Service level objectives (SLO) are standard way of defining the expectations of applications/systems (see SLA vs SLO vs SLI). One standard example of SLO is uptime/availability of an application/system. Simply, put it is % of time the service or application responds with a valid response.
It is also a common practice in large organizations for a SRE team to keep track of SLOs of critical systems and gateway services reporting them to leadership in frequent cadence.
But like any tool, SLO’s also have a motivation and a purpose. Without careful considerations these employing seemingly well intended policies can become a vanity metric and cause unintended consequences. In this post, I take one such situation I encountered in past and provide a simple framework that could help avoid these traps.
4 9’s Availability

Consider above example which is a common architecture of a company. Usually a gateway service fronts all client/external calls and routes them to internal services. It is also common practice in some companies for a central SRE team to some company level tracks SLO at this gateway level (Note: individual teams still measure their own services’ SLOs).

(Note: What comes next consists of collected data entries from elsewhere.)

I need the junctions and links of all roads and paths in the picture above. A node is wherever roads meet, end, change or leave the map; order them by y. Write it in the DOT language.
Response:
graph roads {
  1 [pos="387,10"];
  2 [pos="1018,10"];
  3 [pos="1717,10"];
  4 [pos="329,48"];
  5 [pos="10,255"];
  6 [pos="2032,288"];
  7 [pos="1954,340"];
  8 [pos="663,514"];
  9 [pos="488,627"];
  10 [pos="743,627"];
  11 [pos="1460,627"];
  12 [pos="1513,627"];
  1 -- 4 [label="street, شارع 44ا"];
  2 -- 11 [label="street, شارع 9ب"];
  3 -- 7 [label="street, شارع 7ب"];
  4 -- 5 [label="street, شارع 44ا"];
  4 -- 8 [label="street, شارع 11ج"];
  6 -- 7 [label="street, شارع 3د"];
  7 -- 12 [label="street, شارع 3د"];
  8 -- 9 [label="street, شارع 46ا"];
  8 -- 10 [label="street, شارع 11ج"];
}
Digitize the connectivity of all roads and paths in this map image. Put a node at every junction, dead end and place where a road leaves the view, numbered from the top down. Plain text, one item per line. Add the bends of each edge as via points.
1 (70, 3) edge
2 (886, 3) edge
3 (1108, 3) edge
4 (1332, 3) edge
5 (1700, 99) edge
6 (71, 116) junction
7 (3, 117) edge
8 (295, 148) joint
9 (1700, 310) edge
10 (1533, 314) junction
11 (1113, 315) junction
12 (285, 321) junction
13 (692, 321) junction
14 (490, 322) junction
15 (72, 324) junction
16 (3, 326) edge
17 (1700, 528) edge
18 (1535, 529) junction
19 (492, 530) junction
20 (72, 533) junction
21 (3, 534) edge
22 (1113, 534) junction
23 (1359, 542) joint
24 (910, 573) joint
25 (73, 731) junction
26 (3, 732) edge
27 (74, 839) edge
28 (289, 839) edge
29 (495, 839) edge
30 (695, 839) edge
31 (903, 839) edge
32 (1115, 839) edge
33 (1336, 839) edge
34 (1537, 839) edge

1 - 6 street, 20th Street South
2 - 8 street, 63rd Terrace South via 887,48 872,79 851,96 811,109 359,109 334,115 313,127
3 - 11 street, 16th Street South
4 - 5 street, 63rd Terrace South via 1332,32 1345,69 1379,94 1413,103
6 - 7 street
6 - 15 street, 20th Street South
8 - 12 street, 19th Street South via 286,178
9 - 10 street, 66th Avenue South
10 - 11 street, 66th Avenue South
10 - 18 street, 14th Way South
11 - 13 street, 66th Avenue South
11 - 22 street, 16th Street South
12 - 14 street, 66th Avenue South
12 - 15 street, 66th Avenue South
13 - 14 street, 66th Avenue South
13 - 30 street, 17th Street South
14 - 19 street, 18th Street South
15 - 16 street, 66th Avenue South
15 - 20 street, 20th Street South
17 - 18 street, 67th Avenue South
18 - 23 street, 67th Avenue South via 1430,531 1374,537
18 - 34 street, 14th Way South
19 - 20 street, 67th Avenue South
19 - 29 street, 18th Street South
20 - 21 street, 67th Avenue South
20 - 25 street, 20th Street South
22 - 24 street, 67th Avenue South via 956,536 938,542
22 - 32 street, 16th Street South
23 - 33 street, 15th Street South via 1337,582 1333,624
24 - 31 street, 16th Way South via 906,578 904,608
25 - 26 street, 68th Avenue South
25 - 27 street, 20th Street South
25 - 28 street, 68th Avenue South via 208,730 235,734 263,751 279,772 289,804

Today, with commoditized hardware, databases, evolution of container system etc, it has become a common expectation to expect a high uptime of 4 9’s(jargon for 99.99% availability). Simple way this is usually measured is % of Success (2xx in http protocol) responses your application sends with respect to total number of requests. This has almost become a vanity metric for engineering organization. Let us see two classed of problem caused without putting proper thought while defining them.
Lazy Policy Effect
If all you measure is availability across all endpoints as vanity metric, then it is possible that 1 particular endpoint has dominant share of traffic to your service. But does this traffic share reflect the importance of endpoint?
Ex: Let us consider two endpoints.
- Logging endpoint used to capture logs on the device and forward them to backend for analytics purpose.
- Sign-in endpoint used to authenticate user’s session.
It is easy to see how first endpoint can have more traffic and can hide the availability. As SRE team the numbers/SLOs always look good week-over-week if first endpoint is stable.
I call this lazy policy effect. It happens, because at the time of defining SLO’s, it is possible that authors of this policy never asked few critical questions.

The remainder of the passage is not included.